### [The problem]
How many lines of the records hold the string "highway"? Reply with the number alone.

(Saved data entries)
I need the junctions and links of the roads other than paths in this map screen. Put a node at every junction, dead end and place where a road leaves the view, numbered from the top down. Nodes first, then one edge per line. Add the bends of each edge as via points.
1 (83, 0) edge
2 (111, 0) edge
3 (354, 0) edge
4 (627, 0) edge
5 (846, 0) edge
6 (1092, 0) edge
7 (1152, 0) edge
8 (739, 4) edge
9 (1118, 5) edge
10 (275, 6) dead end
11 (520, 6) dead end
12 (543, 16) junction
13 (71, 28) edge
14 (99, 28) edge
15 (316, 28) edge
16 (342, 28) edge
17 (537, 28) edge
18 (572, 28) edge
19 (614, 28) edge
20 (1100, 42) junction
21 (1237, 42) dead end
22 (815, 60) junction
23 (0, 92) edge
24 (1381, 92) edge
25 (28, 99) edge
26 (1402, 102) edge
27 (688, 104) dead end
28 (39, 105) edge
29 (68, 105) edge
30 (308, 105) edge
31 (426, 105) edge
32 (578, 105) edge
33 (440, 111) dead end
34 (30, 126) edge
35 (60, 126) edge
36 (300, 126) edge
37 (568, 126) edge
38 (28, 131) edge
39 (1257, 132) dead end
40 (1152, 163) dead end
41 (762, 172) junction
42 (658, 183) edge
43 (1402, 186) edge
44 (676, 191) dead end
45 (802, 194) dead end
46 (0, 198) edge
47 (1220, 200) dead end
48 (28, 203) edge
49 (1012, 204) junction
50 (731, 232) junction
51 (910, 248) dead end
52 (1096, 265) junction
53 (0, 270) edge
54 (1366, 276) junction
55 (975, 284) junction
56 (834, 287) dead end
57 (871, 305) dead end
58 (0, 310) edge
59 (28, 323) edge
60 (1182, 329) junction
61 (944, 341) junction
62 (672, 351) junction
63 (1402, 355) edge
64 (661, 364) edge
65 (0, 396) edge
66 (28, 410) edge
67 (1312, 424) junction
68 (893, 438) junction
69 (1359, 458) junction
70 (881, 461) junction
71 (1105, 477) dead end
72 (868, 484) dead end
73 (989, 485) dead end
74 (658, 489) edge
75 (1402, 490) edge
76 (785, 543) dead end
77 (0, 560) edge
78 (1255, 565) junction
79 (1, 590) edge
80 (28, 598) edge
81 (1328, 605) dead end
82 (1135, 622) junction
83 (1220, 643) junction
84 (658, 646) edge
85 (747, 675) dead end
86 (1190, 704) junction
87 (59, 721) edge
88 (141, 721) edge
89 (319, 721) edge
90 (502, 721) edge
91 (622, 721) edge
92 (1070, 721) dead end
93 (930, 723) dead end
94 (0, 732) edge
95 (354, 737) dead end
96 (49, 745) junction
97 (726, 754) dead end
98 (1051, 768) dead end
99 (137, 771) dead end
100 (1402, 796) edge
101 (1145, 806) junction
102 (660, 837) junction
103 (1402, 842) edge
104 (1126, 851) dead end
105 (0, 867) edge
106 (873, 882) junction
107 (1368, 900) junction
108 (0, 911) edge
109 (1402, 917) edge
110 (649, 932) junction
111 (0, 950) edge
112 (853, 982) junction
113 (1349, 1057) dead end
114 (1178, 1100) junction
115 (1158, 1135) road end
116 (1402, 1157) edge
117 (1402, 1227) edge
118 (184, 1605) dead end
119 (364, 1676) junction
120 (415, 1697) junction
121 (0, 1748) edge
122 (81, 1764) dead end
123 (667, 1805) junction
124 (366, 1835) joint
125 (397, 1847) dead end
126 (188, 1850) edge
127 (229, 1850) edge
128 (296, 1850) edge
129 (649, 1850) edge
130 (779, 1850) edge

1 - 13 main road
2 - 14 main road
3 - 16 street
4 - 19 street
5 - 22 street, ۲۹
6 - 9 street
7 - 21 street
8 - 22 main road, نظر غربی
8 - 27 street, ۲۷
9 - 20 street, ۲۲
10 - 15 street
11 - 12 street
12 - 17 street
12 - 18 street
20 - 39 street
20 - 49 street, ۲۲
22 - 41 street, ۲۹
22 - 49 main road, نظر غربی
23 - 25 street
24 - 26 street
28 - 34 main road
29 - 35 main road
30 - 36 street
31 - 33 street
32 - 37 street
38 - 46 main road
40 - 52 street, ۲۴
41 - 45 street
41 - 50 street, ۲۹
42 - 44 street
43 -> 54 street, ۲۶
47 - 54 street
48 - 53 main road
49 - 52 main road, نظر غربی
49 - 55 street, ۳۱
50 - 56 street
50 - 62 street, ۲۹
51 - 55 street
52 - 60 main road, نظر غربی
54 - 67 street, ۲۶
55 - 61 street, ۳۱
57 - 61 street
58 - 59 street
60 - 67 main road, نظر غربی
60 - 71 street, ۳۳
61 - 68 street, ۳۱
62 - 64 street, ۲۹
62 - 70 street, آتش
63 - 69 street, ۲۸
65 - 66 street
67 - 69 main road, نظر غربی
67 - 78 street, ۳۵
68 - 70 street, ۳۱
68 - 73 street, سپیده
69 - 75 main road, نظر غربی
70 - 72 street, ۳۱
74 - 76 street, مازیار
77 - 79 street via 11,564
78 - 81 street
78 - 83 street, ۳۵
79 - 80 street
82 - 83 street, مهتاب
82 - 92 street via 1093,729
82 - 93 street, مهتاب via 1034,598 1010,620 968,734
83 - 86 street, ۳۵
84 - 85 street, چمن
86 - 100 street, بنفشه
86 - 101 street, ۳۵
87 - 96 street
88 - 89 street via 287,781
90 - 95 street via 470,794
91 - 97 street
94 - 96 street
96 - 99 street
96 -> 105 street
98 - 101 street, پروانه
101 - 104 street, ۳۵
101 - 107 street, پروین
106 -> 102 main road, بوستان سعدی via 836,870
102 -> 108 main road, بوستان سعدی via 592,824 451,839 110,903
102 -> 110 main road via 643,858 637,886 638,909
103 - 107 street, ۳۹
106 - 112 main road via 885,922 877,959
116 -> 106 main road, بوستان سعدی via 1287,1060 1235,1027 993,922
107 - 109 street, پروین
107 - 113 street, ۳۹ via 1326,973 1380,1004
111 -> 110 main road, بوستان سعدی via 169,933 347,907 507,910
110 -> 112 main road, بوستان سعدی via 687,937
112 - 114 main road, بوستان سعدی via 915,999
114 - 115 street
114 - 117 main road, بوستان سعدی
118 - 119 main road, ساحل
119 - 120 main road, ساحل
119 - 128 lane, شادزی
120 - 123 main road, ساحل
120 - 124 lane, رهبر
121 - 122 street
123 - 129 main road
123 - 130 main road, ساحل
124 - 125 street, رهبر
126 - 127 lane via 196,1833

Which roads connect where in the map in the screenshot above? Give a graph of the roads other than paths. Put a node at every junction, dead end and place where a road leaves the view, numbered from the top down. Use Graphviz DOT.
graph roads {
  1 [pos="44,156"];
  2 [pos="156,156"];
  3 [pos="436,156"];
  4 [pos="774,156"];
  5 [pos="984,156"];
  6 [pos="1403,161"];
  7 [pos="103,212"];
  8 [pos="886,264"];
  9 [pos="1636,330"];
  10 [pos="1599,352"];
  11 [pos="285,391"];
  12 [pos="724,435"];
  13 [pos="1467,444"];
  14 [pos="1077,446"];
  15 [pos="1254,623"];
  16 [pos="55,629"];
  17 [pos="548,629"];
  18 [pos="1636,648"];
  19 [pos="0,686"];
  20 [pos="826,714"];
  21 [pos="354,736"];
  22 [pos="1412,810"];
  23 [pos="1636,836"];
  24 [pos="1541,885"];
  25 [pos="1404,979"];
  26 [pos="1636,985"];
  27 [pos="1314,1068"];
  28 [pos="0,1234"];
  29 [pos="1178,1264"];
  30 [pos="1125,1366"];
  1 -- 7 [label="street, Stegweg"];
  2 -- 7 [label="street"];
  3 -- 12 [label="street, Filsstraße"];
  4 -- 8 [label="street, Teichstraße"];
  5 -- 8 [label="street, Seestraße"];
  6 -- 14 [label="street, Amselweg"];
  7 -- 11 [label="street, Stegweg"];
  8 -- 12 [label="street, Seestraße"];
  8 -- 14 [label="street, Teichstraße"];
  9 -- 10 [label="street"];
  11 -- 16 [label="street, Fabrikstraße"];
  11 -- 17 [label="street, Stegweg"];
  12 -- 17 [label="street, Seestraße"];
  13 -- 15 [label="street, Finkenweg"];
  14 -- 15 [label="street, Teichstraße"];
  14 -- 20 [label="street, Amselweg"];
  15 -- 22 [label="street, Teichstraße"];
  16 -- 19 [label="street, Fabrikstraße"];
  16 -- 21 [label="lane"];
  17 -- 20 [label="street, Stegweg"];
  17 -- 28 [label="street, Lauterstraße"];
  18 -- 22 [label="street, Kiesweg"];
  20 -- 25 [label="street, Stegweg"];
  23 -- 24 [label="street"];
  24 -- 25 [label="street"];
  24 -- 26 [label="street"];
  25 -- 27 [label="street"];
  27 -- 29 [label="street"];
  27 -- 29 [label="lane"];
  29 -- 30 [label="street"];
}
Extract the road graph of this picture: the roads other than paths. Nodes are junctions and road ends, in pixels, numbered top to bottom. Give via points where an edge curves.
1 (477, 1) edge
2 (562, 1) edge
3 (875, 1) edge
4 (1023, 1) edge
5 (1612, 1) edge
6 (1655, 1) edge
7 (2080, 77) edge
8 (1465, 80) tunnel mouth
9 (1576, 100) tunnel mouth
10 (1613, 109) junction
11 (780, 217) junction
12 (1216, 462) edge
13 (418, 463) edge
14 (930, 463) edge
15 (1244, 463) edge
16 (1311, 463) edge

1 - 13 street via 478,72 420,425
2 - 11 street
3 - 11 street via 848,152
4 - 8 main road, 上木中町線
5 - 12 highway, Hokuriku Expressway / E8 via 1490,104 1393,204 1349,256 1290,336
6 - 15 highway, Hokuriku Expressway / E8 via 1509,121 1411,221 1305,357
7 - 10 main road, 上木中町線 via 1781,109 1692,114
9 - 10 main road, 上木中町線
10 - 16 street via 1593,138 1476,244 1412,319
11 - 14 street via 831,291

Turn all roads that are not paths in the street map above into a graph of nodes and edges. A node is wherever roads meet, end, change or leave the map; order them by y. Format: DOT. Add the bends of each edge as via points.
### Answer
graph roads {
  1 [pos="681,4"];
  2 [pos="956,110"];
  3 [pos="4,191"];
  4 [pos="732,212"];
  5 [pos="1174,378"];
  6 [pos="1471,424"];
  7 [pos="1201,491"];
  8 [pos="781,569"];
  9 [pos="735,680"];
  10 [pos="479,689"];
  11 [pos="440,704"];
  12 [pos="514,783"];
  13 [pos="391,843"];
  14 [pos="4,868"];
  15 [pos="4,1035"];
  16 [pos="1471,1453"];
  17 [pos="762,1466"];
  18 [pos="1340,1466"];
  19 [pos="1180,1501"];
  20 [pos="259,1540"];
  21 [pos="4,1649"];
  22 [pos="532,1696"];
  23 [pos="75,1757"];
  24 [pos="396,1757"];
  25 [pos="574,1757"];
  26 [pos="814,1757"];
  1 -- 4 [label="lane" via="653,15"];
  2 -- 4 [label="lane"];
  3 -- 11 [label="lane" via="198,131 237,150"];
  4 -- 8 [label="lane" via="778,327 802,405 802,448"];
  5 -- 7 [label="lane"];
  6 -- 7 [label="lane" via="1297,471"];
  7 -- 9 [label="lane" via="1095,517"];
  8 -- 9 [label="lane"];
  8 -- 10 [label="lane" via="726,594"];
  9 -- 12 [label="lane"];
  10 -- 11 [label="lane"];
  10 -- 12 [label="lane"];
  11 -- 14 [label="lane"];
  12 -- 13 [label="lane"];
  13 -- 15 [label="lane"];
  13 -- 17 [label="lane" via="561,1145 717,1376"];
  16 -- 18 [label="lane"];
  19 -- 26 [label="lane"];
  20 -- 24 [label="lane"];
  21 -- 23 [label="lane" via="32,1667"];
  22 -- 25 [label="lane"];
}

### [Finished task]
2